Stage 8: Nice to Nice
You had to pay attention, but I think I counted something like eight moments that said Sergio Henao was beaten today, which is all the more incredible given that he’s now this year’s winner of Paris-Nice.
The first moment was when Alberto Contador attacked with 52km to race, setting up the day’s drama.
The second came when Contador pushed ahead, building a lead of about 45 seconds over the Colombian.
The third when the two Team Sky riders dropped off in the middle of a commercial break with 21km to go, forcing Henao to the front as he rode up the Col D’Eze. Henao, and the situation, looked pretty miserable at this point.
Then fifth when Porte went, which convinced everyone Henao was beaten, or worse, collapsing. He certainly had me fooled. But somehow Henao followed Porte, who then made way to leave Henao to do his own work on the front.
The sixth when Porte went again at 18.4km left. Again Henao followed, getting his punishing place back at the front as reward. No chicken wing would get anyone to ease his burden at the front and take over.
Then there was this period when Ilnur Zakarin, and Ion Izagirre decided to make his life even harder for Henao, attacking and forcing Henao to follow, which he did, then forcing him back to the front. Same again when Dan Martin attacked, looking to secure his podium spot, and again when Julian Alaphilippe made a similar move. If Henao wasn’t already feeling ruined, not to mention victimized, surely he was now. That was seven.
But it turned out Henao knew how to descend, doing so in such a way that defied the story being told further up the road. For Contador had broken free of De La Cruz, chasing for the full ten-second bonus, to add to the two seconds he’d picked up at the intermediate sprint. Having just climbed an actual mountain, Henao now had a proverbial one left to climb.

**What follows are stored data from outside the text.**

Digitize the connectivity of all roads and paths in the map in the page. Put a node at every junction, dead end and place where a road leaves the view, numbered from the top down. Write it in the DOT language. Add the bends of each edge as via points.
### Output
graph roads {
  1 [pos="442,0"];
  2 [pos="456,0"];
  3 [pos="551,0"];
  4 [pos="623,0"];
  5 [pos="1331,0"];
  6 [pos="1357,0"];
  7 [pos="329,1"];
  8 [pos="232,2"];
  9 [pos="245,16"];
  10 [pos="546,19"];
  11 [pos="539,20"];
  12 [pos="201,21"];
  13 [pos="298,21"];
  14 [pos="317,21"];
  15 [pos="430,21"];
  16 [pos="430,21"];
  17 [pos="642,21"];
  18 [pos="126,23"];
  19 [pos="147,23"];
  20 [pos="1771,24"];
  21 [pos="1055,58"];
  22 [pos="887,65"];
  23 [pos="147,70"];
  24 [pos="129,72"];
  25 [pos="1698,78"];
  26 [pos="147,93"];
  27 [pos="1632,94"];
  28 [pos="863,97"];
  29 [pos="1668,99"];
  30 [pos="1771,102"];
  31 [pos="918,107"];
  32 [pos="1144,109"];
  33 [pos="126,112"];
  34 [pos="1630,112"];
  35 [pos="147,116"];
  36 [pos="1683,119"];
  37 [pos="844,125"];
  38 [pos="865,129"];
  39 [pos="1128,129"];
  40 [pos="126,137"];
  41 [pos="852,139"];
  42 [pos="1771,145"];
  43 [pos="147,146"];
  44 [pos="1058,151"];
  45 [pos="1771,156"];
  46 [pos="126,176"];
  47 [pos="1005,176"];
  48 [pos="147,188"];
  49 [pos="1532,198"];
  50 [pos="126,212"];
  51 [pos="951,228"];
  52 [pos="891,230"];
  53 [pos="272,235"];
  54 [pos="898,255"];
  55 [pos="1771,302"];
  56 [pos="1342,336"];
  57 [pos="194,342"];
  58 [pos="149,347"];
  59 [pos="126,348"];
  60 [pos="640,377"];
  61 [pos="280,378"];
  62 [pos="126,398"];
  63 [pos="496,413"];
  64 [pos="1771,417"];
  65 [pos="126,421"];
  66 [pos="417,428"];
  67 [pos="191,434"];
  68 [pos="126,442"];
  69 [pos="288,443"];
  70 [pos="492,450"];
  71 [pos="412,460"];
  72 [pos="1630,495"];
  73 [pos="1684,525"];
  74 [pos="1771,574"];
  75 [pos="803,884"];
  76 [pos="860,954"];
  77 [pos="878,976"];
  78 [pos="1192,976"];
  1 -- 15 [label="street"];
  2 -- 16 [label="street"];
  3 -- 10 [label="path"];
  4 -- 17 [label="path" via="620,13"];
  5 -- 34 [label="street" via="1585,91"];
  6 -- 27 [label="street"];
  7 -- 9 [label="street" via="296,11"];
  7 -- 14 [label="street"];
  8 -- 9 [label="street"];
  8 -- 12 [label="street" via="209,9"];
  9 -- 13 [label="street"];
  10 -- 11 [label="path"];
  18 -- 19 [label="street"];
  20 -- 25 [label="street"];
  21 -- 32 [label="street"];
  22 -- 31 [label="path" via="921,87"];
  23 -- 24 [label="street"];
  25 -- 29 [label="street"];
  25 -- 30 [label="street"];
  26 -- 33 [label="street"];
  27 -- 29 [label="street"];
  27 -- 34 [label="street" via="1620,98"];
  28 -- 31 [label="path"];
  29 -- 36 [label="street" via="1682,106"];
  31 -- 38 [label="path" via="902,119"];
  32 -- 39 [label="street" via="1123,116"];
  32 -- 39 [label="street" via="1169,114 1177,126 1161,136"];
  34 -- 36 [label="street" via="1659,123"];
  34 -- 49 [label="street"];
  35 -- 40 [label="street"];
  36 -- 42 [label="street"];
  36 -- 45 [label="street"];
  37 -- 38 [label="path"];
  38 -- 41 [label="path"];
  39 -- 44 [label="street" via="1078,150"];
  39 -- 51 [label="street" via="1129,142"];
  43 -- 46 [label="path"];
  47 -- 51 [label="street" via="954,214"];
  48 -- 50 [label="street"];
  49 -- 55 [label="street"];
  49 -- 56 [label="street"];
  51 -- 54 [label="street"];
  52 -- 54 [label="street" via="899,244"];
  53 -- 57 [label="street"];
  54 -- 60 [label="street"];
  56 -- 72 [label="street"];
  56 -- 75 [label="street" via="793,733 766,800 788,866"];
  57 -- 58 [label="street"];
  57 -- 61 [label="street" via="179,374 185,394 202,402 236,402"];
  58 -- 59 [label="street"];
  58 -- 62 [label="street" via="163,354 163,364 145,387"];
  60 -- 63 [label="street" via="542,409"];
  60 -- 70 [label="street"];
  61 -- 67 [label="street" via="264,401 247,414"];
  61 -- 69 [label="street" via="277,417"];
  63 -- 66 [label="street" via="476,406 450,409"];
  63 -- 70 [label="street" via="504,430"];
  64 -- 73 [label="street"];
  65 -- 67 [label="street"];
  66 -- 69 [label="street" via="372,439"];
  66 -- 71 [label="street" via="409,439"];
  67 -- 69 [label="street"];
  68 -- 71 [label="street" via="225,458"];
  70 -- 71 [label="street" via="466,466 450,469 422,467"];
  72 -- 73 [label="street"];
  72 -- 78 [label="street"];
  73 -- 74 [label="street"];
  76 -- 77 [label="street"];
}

And so, while the Contador story was unfolding at the front, the Henao story was about to finish within two seconds of being an after thought.
De La Cruz, nudging past Contador, took the win, and four seconds that Contador was counting on. Henao, somehow, had done it, defying Contador, and everyone who thought he was done.
Including me. Eight. I lost count after eight moments he was supposed to be beaten.